### PROBLEM DESCRIPTION:
Search the listing below for the string "node", then copy every line it appears in.

### INPUT:
* * *

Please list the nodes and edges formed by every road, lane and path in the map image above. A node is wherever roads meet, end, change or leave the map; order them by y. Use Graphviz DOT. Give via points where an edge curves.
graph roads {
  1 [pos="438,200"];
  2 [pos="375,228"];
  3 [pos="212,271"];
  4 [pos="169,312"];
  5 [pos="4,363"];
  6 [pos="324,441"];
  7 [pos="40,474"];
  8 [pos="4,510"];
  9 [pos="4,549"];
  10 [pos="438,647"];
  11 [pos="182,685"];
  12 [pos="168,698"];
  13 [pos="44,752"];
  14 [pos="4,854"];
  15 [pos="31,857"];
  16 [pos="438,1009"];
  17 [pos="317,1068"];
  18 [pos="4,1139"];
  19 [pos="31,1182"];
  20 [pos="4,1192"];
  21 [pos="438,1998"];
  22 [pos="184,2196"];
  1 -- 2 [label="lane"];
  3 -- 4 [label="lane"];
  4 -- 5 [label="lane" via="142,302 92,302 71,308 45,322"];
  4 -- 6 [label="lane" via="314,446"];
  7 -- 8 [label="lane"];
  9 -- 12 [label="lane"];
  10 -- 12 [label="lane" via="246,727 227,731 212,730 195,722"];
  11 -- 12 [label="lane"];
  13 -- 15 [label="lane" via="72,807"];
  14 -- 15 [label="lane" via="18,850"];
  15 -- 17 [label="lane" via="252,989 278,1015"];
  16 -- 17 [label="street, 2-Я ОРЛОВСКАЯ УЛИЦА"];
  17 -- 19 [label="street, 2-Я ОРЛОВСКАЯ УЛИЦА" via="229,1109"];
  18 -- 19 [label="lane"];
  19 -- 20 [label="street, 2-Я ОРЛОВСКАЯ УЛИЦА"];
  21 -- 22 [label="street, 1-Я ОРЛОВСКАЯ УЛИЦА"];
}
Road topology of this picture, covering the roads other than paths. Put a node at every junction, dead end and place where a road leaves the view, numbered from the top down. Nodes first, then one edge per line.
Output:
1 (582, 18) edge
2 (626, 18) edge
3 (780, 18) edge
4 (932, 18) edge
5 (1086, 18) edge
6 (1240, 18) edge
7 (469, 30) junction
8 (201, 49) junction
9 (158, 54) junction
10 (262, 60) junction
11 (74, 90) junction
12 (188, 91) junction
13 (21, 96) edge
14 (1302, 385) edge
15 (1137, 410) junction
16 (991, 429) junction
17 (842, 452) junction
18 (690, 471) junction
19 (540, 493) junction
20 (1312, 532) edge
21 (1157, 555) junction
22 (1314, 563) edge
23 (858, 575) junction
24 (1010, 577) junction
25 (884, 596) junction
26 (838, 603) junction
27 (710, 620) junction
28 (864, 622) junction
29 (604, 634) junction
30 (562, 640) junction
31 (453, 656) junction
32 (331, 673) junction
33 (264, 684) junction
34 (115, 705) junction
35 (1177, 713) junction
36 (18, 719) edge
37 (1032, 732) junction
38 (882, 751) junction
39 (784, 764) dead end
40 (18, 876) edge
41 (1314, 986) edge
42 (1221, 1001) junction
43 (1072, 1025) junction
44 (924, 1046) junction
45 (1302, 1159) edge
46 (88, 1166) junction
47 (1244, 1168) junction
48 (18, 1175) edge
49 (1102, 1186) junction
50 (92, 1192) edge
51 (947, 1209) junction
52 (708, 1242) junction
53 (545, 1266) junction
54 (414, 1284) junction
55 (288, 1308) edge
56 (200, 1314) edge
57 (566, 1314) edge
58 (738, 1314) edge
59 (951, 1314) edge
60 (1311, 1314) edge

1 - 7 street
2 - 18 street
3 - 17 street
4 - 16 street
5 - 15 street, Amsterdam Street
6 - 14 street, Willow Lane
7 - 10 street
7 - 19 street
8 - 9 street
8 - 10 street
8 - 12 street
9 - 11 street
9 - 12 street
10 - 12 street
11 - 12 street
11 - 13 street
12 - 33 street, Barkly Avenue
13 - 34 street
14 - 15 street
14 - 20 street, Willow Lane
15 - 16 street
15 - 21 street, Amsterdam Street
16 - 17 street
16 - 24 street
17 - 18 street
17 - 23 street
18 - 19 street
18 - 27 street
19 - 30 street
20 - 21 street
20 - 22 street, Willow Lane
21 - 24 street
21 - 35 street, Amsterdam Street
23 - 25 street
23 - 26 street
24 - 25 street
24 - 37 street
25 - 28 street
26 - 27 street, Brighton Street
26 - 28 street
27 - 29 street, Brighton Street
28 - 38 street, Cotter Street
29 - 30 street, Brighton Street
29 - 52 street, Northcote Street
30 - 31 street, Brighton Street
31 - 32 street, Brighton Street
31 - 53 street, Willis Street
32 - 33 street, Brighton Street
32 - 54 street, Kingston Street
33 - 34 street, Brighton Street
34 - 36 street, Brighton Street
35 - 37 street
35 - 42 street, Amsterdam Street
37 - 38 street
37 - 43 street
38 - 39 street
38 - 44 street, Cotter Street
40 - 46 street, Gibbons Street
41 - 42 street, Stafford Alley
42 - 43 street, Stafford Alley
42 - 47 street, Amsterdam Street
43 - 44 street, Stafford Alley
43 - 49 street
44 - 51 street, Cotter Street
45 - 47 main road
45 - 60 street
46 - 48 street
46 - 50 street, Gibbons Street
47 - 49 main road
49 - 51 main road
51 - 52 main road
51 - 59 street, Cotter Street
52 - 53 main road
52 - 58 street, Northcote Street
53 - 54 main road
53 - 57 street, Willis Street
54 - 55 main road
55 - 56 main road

* * *

### THE ANSWER:
Please list the nodes and edges formed by every road, lane and path in the map image above. A node is wherever roads meet, end, change or leave the map; order them by y. Use Graphviz DOT. Give via points where an edge curves.
Road topology of this picture, covering the roads other than paths. Put a node at every junction, dead end and place where a road leaves the view, numbered from the top down. Nodes first, then one edge per line.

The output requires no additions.